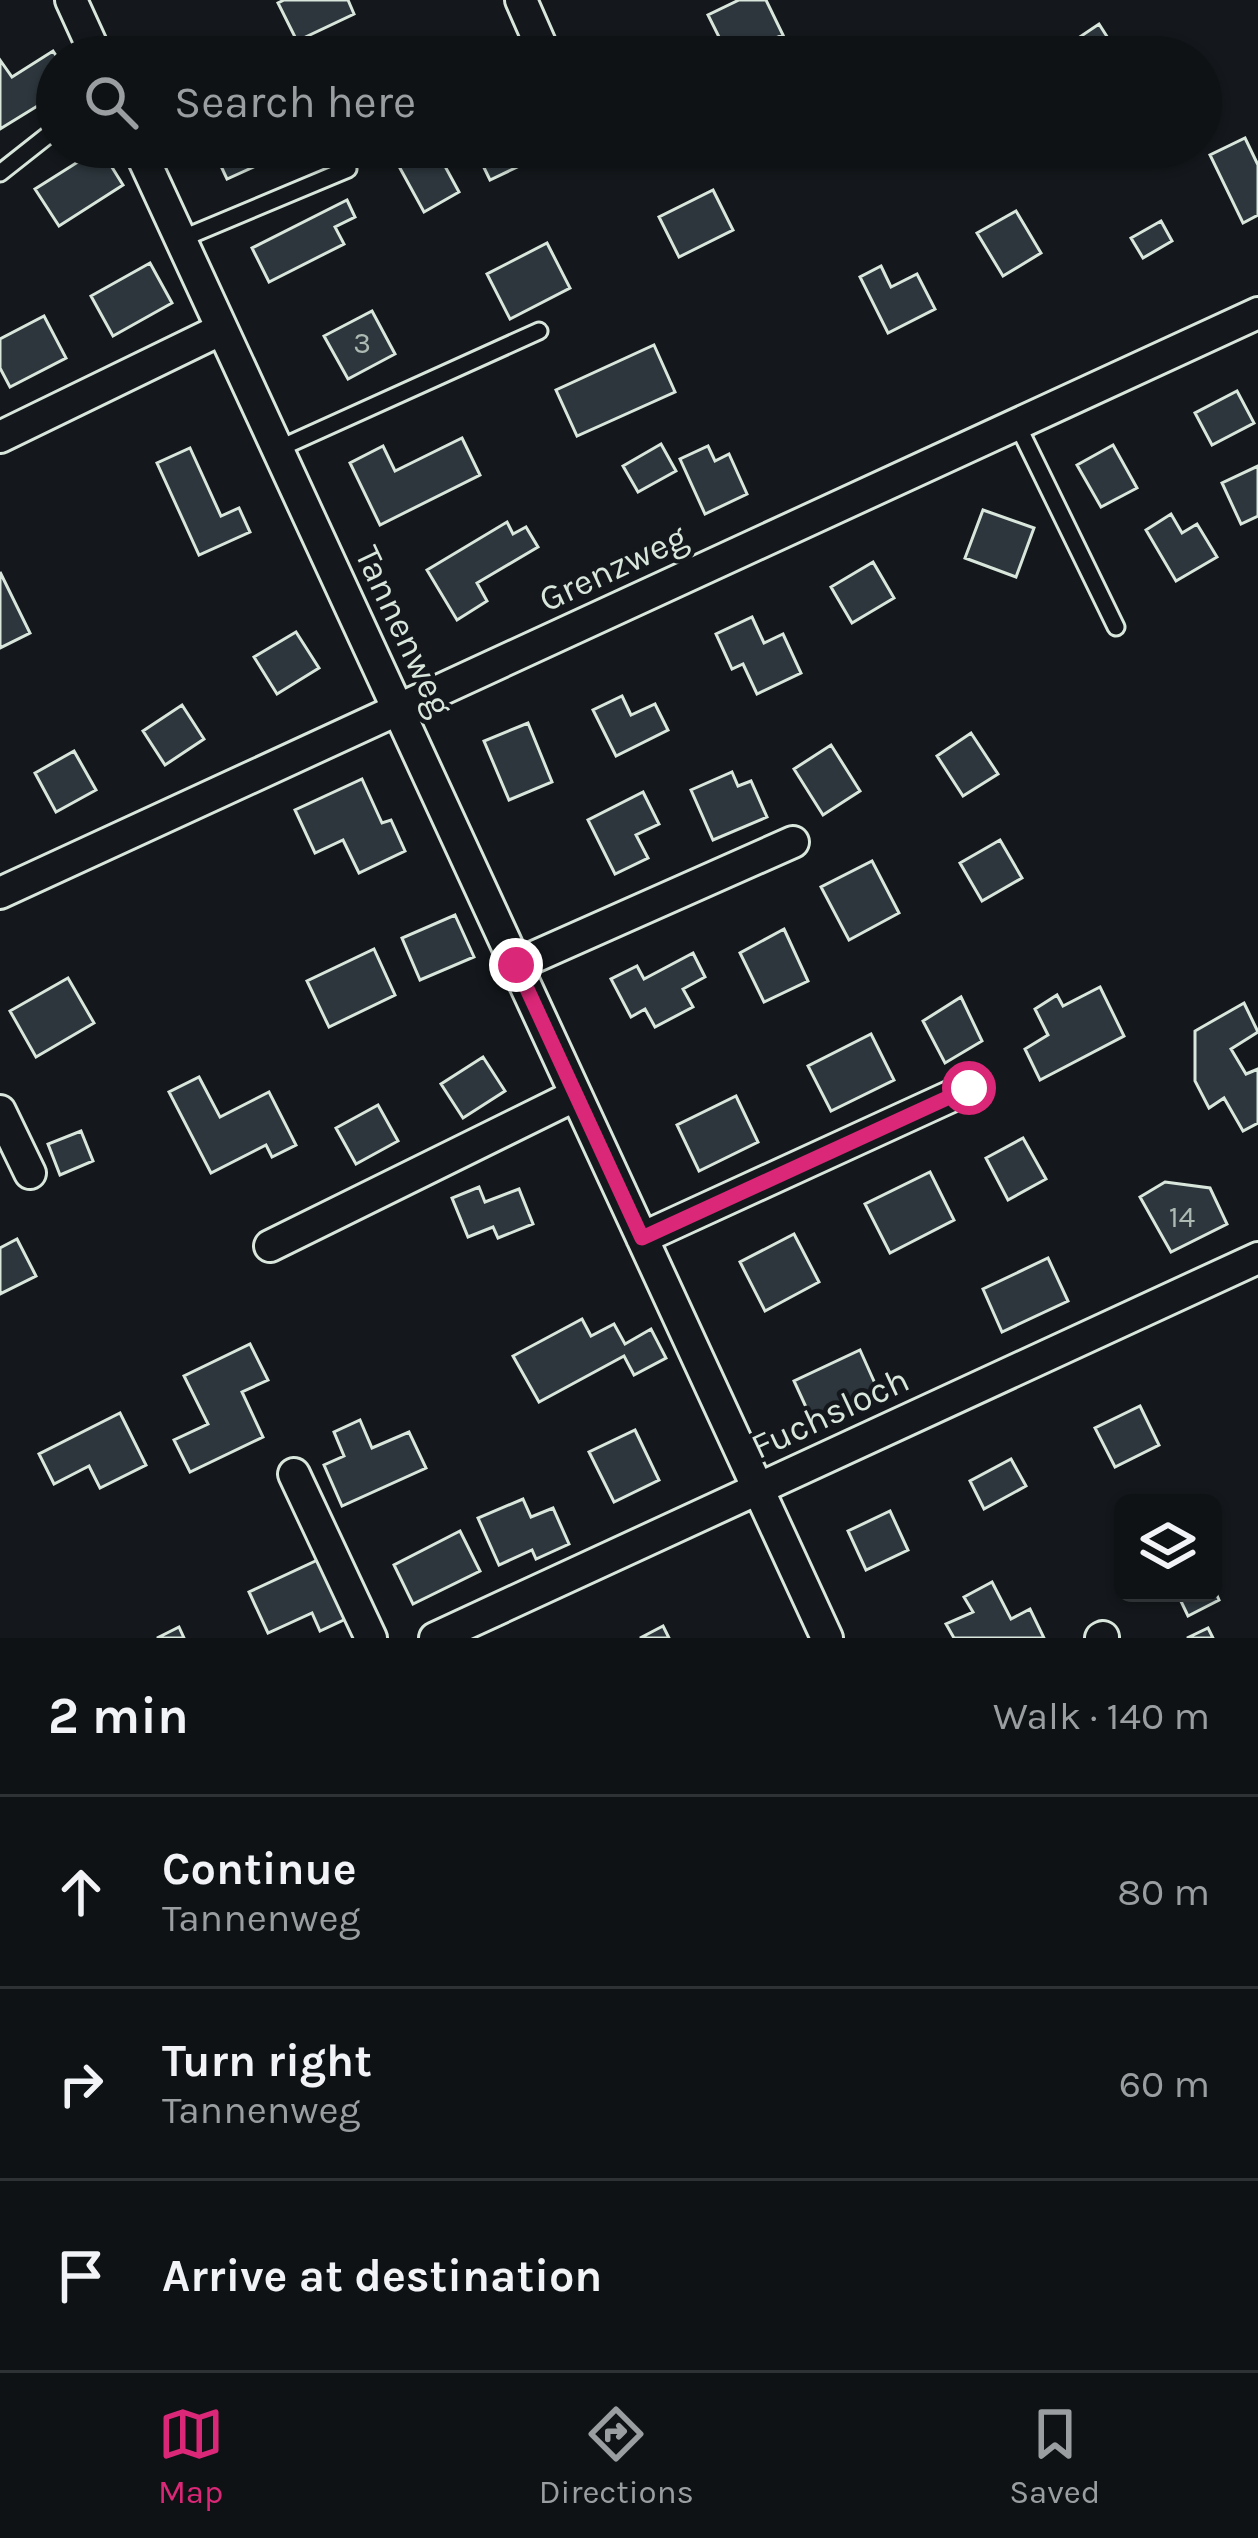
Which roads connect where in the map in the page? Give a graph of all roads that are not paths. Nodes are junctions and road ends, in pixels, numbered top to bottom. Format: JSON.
{"nodes":[{"id":1,"x":70,"y":0,"type":"edge"},
{"id":2,"x":521,"y":0,"type":"edge"},
{"id":3,"x":87,"y":36,"type":"edge"},
{"id":4,"x":537,"y":36,"type":"edge"},
{"id":5,"x":36,"y":145,"type":"edge"},
{"id":6,"x":148,"y":168,"type":"edge"},
{"id":7,"x":348,"y":169,"type":"dead end"},
{"id":8,"x":0,"y":173,"type":"edge"},
{"id":9,"x":181,"y":238,"type":"junction"},
{"id":10,"x":1258,"y":313,"type":"edge"},
{"id":11,"x":222,"y":328,"type":"junction"},
{"id":12,"x":538,"y":331,"type":"dead end"},
{"id":13,"x":1017,"y":424,"type":"junction"},
{"id":14,"x":0,"y":437,"type":"edge"},
{"id":15,"x":278,"y":449,"type":"junction"},
{"id":16,"x":1116,"y":627,"type":"dead end"},
{"id":17,"x":398,"y":710,"type":"junction"},
{"id":18,"x":793,"y":842,"type":"dead end"},
{"id":19,"x":0,"y":893,"type":"edge"},
{"id":20,"x":516,"y":965,"type":"junction"},
{"id":21,"x":969,"y":1088,"type":"dead end"},
{"id":22,"x":576,"y":1095,"type":"junction"},
{"id":23,"x":0,"y":1111,"type":"edge"},
{"id":24,"x":30,"y":1173,"type":"dead end"},
{"id":25,"x":642,"y":1238,"type":"junction"},
{"id":26,"x":270,"y":1246,"type":"dead end"},
{"id":27,"x":1258,"y":1258,"type":"edge"},
{"id":28,"x":295,"y":1474,"type":"dead end"},
{"id":29,"x":758,"y":1490,"type":"junction"},
{"id":30,"x":370,"y":1638,"type":"edge"},
{"id":31,"x":435,"y":1638,"type":"edge"},
{"id":32,"x":826,"y":1638,"type":"edge"}],
"edges":[{"from":1,"to":3,"type":"street"},
{"from":2,"to":4,"type":"street"},
{"from":5,"to":8,"type":"lane"},
{"from":6,"to":9,"type":"street","name":"Tannenweg"},
{"from":7,"to":9,"type":"lane"},
{"from":9,"to":11,"type":"street","name":"Tannenweg"},
{"from":10,"to":13,"type":"street","name":"Grenzweg"},
{"from":11,"to":14,"type":"street"},
{"from":11,"to":15,"type":"street","name":"Tannenweg"},
{"from":12,"to":15,"type":"lane"},
{"from":13,"to":16,"type":"lane"},
{"from":13,"to":17,"type":"street","name":"Grenzweg"},
{"from":15,"to":17,"type":"street","name":"Tannenweg"},
{"from":17,"to":19,"type":"street","name":"Grenzweg"},
{"from":17,"to":20,"type":"street","name":"Tannenweg"},
{"from":18,"to":20,"type":"street"},
{"from":20,"to":22,"type":"street","name":"Tannenweg"},
{"from":21,"to":25,"type":"street"},
{"from":22,"to":25,"type":"street","name":"Tannenweg"},
{"from":22,"to":26,"type":"street"},
{"from":23,"to":24,"type":"street"},
{"from":25,"to":29,"type":"street","name":"Tannenweg"},
{"from":27,"to":29,"type":"street","name":"Fuchsloch"},
{"from":28,"to":30,"type":"street"},
{"from":29,"to":31,"type":"street","name":"Fuchsloch"},
{"from":29,"to":32,"type":"street","name":"Tannenweg"}]}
-*-*-
• What you have to do
Word for word, restate all of the data, but do not copy the pictures.

• Answer area
Which roads connect where in the map in the page? Give a graph of all roads that are not paths. Nodes are junctions and road ends, in pixels, numbered top to bottom. Format: JSON.
{"nodes":[{"id":1,"x":70,"y":0,"type":"edge"},
{"id":2,"x":521,"y":0,"type":"edge"},
{"id":3,"x":87,"y":36,"type":"edge"},
{"id":4,"x":537,"y":36,"type":"edge"},
{"id":5,"x":36,"y":145,"type":"edge"},
{"id":6,"x":148,"y":168,"type":"edge"},
{"id":7,"x":348,"y":169,"type":"dead end"},
{"id":8,"x":0,"y":173,"type":"edge"},
{"id":9,"x":181,"y":238,"type":"junction"},
{"id":10,"x":1258,"y":313,"type":"edge"},
{"id":11,"x":222,"y":328,"type":"junction"},
{"id":12,"x":538,"y":331,"type":"dead end"},
{"id":13,"x":1017,"y":424,"type":"junction"},
{"id":14,"x":0,"y":437,"type":"edge"},
{"id":15,"x":278,"y":449,"type":"junction"},
{"id":16,"x":1116,"y":627,"type":"dead end"},
{"id":17,"x":398,"y":710,"type":"junction"},
{"id":18,"x":793,"y":842,"type":"dead end"},
{"id":19,"x":0,"y":893,"type":"edge"},
{"id":20,"x":516,"y":965,"type":"junction"},
{"id":21,"x":969,"y":1088,"type":"dead end"},
{"id":22,"x":576,"y":1095,"type":"junction"},
{"id":23,"x":0,"y":1111,"type":"edge"},
{"id":24,"x":30,"y":1173,"type":"dead end"},
{"id":25,"x":642,"y":1238,"type":"junction"},
{"id":26,"x":270,"y":1246,"type":"dead end"},
{"id":27,"x":1258,"y":1258,"type":"edge"},
{"id":28,"x":295,"y":1474,"type":"dead end"},
{"id":29,"x":758,"y":1490,"type":"junction"},
{"id":30,"x":370,"y":1638,"type":"edge"},
{"id":31,"x":435,"y":1638,"type":"edge"},
{"id":32,"x":826,"y":1638,"type":"edge"}],
"edges":[{"from":1,"to":3,"type":"street"},
{"from":2,"to":4,"type":"street"},
{"from":5,"to":8,"type":"lane"},
{"from":6,"to":9,"type":"street","name":"Tannenweg"},
{"from":7,"to":9,"type":"lane"},
{"from":9,"to":11,"type":"street","name":"Tannenweg"},
{"from":10,"to":13,"type":"street","name":"Grenzweg"},
{"from":11,"to":14,"type":"street"},
{"from":11,"to":15,"type":"street","name":"Tannenweg"},
{"from":12,"to":15,"type":"lane"},
{"from":13,"to":16,"type":"lane"},
{"from":13,"to":17,"type":"street","name":"Grenzweg"},
{"from":15,"to":17,"type":"street","name":"Tannenweg"},
{"from":17,"to":19,"type":"street","name":"Grenzweg"},
{"from":17,"to":20,"type":"street","name":"Tannenweg"},
{"from":18,"to":20,"type":"street"},
{"from":20,"to":22,"type":"street","name":"Tannenweg"},
{"from":21,"to":25,"type":"street"},
{"from":22,"to":25,"type":"street","name":"Tannenweg"},
{"from":22,"to":26,"type":"street"},
{"from":23,"to":24,"type":"street"},
{"from":25,"to":29,"type":"street","name":"Tannenweg"},
{"from":27,"to":29,"type":"street","name":"Fuchsloch"},
{"from":28,"to":30,"type":"street"},
{"from":29,"to":31,"type":"street","name":"Fuchsloch"},
{"from":29,"to":32,"type":"street","name":"Tannenweg"}]}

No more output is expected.